- [WHAT YOU SHOULD DO] Which of the lines in the listing that follows hold "PRIMA"? Pull each one out.

- [LISTED RECORDS]
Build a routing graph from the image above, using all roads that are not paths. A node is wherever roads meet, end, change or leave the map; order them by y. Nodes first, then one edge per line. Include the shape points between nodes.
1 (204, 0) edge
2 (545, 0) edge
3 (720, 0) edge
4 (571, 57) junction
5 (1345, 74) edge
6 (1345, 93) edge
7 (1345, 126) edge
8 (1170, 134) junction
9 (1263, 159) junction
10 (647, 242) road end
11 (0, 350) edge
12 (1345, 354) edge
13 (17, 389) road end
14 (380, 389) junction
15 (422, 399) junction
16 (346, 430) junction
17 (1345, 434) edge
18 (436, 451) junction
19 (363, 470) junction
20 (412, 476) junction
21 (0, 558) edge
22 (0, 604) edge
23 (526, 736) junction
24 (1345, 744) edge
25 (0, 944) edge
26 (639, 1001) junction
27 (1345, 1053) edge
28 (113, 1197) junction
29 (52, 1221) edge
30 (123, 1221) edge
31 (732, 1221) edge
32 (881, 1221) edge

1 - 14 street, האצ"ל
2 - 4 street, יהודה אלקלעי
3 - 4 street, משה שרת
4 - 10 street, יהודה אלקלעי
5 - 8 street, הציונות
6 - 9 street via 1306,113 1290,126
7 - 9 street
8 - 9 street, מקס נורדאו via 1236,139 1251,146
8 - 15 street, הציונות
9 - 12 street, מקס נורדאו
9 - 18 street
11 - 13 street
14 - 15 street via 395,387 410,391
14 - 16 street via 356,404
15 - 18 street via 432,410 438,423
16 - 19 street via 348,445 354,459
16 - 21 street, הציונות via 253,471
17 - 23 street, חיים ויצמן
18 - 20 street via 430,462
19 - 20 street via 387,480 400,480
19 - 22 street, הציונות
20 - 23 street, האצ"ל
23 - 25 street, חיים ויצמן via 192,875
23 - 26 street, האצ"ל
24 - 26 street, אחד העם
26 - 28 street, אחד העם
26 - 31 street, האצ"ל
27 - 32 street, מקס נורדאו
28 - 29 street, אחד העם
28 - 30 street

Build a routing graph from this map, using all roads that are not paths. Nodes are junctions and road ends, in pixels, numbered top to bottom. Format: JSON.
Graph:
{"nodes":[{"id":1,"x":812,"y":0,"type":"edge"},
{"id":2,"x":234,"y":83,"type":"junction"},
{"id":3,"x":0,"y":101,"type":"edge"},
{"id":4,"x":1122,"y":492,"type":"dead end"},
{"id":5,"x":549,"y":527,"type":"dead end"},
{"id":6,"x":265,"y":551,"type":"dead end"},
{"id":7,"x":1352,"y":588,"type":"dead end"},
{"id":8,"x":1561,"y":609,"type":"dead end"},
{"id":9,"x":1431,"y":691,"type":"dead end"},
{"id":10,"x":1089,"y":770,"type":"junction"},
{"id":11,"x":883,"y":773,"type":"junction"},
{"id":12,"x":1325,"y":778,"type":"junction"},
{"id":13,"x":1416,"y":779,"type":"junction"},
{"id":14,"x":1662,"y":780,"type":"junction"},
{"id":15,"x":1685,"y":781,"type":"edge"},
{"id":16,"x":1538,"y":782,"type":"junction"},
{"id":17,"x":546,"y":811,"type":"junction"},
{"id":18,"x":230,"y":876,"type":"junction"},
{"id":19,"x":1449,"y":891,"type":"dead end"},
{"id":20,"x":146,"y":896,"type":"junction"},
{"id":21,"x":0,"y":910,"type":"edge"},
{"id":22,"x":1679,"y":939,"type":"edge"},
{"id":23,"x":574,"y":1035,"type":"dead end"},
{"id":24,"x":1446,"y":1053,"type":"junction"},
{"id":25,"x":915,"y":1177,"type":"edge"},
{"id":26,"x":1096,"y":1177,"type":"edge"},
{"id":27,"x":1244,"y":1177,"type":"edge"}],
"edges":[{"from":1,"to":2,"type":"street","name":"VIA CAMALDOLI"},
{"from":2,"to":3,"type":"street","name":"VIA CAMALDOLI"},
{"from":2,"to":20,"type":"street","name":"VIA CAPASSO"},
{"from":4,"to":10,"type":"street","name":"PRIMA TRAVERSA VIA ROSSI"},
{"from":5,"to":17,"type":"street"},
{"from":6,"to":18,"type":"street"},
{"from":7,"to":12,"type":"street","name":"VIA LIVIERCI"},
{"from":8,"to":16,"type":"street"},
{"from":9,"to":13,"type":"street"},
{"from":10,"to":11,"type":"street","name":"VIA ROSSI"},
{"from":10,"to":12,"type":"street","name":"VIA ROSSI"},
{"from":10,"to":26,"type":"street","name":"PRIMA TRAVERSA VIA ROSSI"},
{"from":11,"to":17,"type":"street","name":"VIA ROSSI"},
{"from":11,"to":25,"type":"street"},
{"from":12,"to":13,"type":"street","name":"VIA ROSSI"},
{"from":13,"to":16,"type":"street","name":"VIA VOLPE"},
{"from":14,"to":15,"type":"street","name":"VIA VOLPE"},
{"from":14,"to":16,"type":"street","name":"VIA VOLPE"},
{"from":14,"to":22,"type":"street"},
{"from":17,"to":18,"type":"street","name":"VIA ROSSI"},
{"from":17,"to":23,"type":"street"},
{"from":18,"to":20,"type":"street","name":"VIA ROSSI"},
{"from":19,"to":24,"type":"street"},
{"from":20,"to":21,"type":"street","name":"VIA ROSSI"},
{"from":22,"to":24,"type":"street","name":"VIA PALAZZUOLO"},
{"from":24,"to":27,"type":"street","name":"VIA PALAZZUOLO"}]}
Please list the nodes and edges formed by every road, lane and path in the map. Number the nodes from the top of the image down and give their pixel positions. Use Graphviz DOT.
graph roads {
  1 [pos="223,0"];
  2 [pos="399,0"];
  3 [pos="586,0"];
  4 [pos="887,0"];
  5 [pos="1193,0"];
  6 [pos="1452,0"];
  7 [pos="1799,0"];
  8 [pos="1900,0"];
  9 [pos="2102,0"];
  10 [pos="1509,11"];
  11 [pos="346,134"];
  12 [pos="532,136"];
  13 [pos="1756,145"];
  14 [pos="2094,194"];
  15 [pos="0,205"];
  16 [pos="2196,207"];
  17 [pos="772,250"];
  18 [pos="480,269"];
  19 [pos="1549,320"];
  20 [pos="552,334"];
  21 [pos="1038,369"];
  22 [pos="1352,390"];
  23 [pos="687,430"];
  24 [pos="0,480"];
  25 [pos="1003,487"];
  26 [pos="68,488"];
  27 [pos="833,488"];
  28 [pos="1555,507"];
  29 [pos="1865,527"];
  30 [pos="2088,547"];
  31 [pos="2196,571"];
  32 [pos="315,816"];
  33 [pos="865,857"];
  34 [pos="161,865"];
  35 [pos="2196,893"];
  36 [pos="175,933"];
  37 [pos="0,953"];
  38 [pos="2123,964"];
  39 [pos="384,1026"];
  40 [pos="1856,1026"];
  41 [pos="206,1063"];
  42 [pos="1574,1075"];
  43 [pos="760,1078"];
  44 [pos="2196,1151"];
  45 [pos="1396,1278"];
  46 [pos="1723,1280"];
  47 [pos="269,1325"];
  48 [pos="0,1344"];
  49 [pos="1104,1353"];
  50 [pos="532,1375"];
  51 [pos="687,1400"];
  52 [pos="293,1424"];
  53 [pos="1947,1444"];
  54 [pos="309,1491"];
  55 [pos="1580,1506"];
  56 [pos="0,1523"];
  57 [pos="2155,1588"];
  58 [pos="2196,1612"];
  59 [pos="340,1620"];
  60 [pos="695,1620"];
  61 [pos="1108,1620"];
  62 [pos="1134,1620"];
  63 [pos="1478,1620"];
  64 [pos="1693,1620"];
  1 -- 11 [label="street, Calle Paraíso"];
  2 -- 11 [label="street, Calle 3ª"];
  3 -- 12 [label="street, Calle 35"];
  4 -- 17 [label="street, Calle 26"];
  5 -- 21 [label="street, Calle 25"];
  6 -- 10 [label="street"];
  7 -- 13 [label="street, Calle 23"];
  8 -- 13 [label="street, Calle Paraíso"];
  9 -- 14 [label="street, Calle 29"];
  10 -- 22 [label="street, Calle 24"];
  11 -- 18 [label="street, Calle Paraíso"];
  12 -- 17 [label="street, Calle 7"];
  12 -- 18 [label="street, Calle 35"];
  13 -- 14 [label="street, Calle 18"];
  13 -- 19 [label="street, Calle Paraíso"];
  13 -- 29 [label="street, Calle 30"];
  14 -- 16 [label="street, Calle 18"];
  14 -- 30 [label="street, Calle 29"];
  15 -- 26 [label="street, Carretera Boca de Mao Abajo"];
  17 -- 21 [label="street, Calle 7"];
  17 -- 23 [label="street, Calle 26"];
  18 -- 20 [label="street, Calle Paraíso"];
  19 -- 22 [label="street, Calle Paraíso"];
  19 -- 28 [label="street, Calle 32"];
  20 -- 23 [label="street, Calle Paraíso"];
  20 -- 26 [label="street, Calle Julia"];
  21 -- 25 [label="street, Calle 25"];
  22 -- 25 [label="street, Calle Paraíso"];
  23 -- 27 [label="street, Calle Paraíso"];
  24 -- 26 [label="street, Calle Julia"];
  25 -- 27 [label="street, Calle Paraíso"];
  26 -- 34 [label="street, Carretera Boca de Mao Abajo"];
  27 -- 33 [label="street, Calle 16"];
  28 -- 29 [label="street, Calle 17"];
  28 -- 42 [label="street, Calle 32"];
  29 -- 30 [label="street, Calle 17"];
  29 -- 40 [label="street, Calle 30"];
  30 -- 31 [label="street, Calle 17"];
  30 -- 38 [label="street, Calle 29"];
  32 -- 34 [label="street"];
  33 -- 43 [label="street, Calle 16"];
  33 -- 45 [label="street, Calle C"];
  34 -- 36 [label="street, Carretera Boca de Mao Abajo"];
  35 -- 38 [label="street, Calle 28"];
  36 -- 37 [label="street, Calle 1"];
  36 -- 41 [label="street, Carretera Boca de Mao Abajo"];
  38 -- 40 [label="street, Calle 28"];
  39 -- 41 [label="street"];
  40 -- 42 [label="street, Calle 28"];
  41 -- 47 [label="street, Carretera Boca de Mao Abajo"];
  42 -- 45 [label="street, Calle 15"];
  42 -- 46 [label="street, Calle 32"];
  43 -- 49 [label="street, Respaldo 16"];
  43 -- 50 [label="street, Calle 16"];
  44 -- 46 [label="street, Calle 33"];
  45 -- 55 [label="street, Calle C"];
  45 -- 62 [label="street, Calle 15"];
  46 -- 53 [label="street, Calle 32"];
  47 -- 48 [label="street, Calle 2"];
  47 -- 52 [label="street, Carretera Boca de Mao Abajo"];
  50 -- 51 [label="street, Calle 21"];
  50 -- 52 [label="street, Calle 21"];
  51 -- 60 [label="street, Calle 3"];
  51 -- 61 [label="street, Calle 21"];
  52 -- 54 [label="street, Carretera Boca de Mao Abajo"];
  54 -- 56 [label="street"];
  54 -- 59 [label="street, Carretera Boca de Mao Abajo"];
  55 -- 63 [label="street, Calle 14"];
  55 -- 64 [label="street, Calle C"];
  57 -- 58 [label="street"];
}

- [TASK RESULT]
{"from":4,"to":10,"type":"street","name":"PRIMA TRAVERSA VIA ROSSI"},
{"from":10,"to":26,"type":"street","name":"PRIMA TRAVERSA VIA ROSSI"},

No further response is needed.